- _TASK DESCRIPTION_
In your copy, each record should read exactly as it does below, and no pictures should be present.

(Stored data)
=====
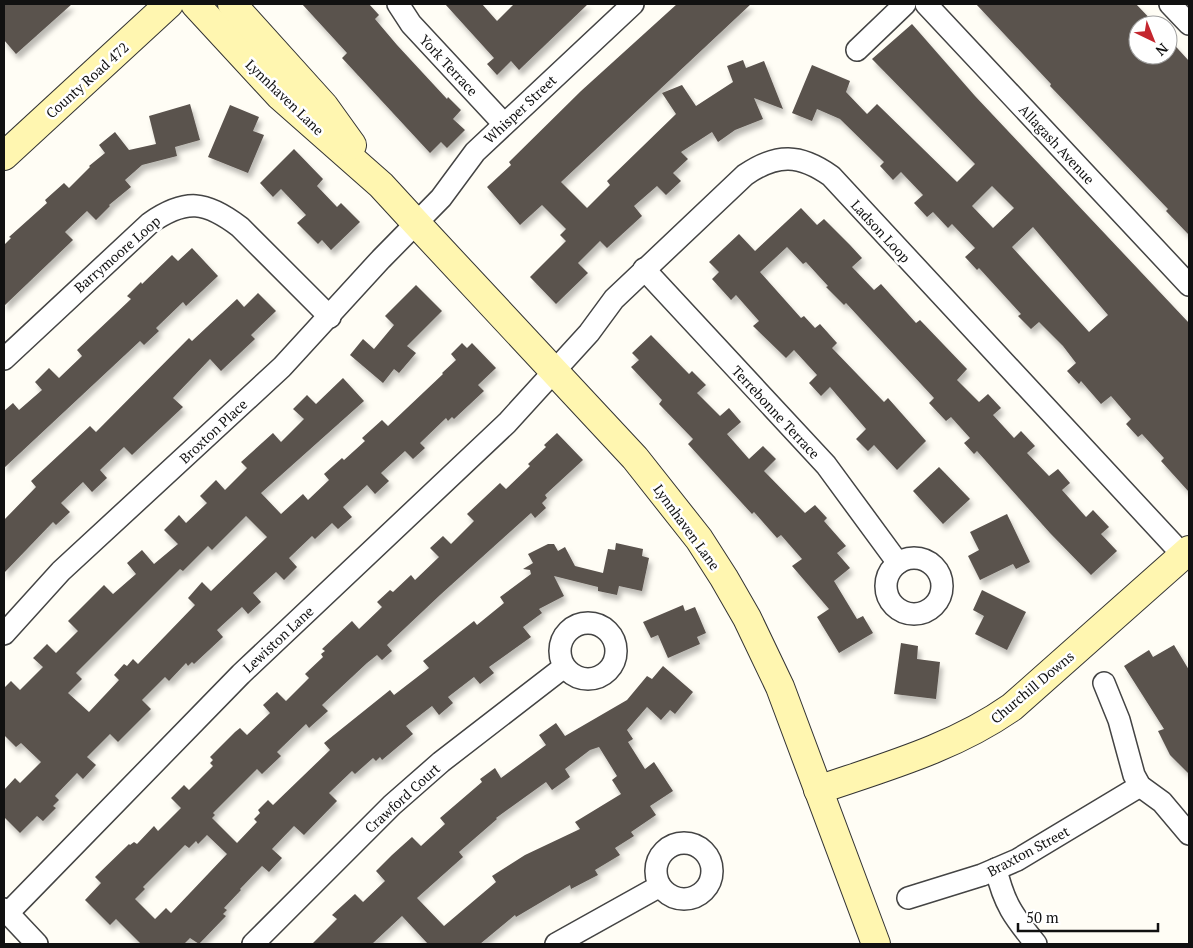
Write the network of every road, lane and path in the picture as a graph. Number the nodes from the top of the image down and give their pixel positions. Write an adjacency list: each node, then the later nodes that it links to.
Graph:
1 (170, 4): 12 (street, County Road 472)
2 (195, 4): 13 (street, Lynnhaven Lane)
3 (232, 4): 13 (street, Lynnhaven Lane)
4 (398, 4): 11 (street, York Terrace)
5 (633, 4): 11 (street, Whisper Street)
6 (906, 4): 10 (street)
7 (926, 4): 16 (street, Allagash Avenue)
8 (1170, 4): 9 (street)
9 (1189, 24)
10 (857, 50)
11 (504, 124): 14 (street, Whisper Street)
12 (4, 156)
13 (381, 185): 14 (street, Lynnhaven Lane)
14 (416, 223): 17 (street, Broxton Place); 19 (street, Lynnhaven Lane)
15 (644, 269): 19 (street, Ladson Loop); 20 (street, Ladson Loop); 21 (street, Terrebonne Terrace)
16 (1189, 285)
17 (330, 317): 18 (street, Barrymoore Loop); 22 (street, Broxton Place)
18 (4, 358)
19 (555, 372): 26 (street, Lynnhaven Lane); 31 (street, Lewiston Lane)
20 (1186, 552): 26 (street, Churchill Downs)
21 (898, 563)
22 (4, 634)
23 (564, 667): 33 (street, Crawford Court)
24 (1104, 683): 25 (street)
25 (1140, 786): 27 (street); 28 (street, Braxton Street)
26 (818, 790): 35 (street, Lynnhaven Lane)
27 (1189, 834)
28 (996, 869): 30 (street, Braxton Street); 36 (street)
29 (660, 886): 34 (street)
30 (908, 898)
31 (6, 911): 32 (street)
32 (37, 944)
33 (253, 944)
34 (556, 944)
35 (876, 944)
36 (1036, 944)

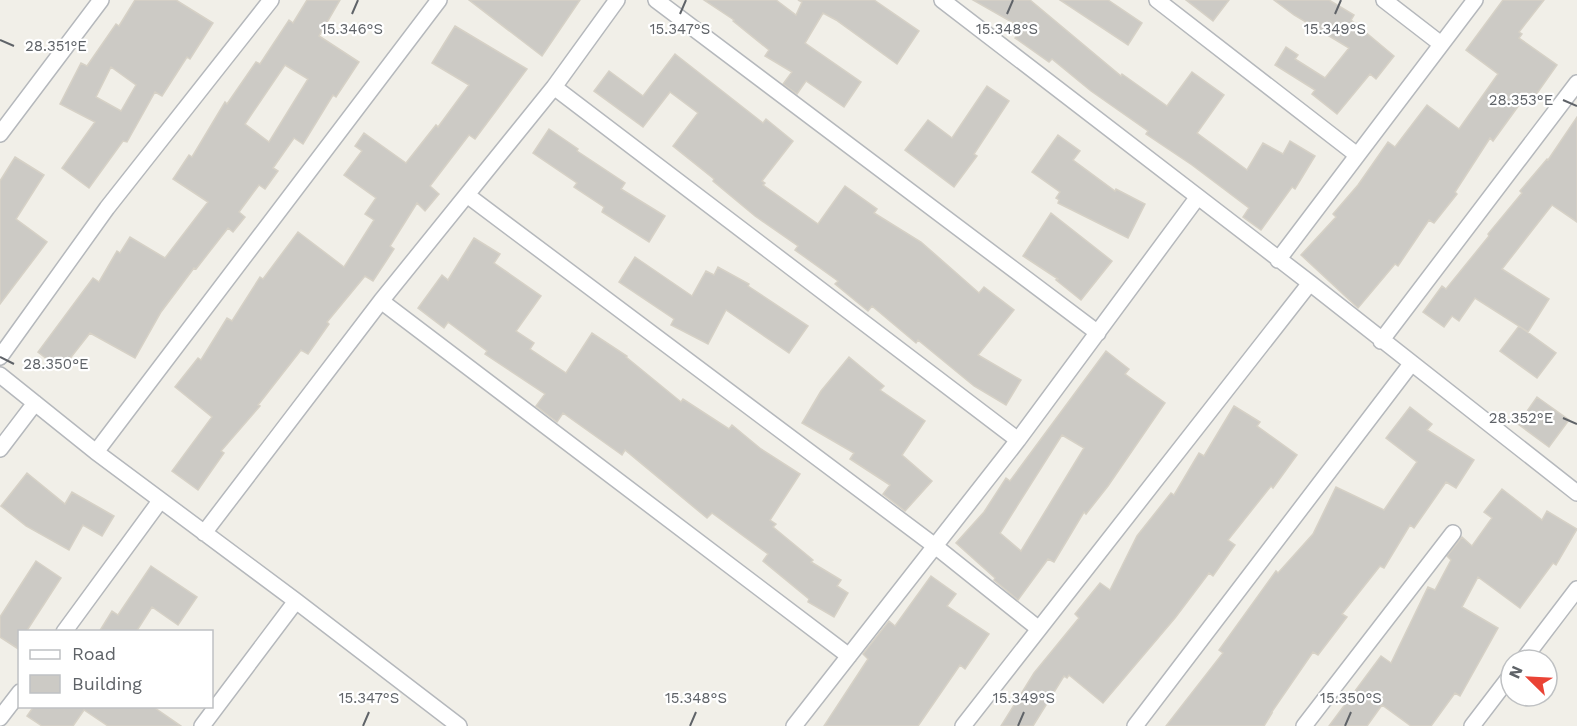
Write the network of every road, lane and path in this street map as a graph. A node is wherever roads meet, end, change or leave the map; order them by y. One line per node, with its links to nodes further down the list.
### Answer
=====
- _REPLY TO THE TASK_
Write the network of every road, lane and path in the picture as a graph. Number the nodes from the top of the image down and give their pixel positions. Write an adjacency list: each node, then the later nodes that it links to.
Graph:
1 (170, 4): 12 (street, County Road 472)
2 (195, 4): 13 (street, Lynnhaven Lane)
3 (232, 4): 13 (street, Lynnhaven Lane)
4 (398, 4): 11 (street, York Terrace)
5 (633, 4): 11 (street, Whisper Street)
6 (906, 4): 10 (street)
7 (926, 4): 16 (street, Allagash Avenue)
8 (1170, 4): 9 (street)
9 (1189, 24)
10 (857, 50)
11 (504, 124): 14 (street, Whisper Street)
12 (4, 156)
13 (381, 185): 14 (street, Lynnhaven Lane)
14 (416, 223): 17 (street, Broxton Place); 19 (street, Lynnhaven Lane)
15 (644, 269): 19 (street, Ladson Loop); 20 (street, Ladson Loop); 21 (street, Terrebonne Terrace)
16 (1189, 285)
17 (330, 317): 18 (street, Barrymoore Loop); 22 (street, Broxton Place)
18 (4, 358)
19 (555, 372): 26 (street, Lynnhaven Lane); 31 (street, Lewiston Lane)
20 (1186, 552): 26 (street, Churchill Downs)
21 (898, 563)
22 (4, 634)
23 (564, 667): 33 (street, Crawford Court)
24 (1104, 683): 25 (street)
25 (1140, 786): 27 (street); 28 (street, Braxton Street)
26 (818, 790): 35 (street, Lynnhaven Lane)
27 (1189, 834)
28 (996, 869): 30 (street, Braxton Street); 36 (street)
29 (660, 886): 34 (street)
30 (908, 898)
31 (6, 911): 32 (street)
32 (37, 944)
33 (253, 944)
34 (556, 944)
35 (876, 944)
36 (1036, 944)

Write the network of every road, lane and path in this street map as a graph. A node is wherever roads meet, end, change or leave the map; order them by y. One line per node, with its links to nodes further down the list.
### Answer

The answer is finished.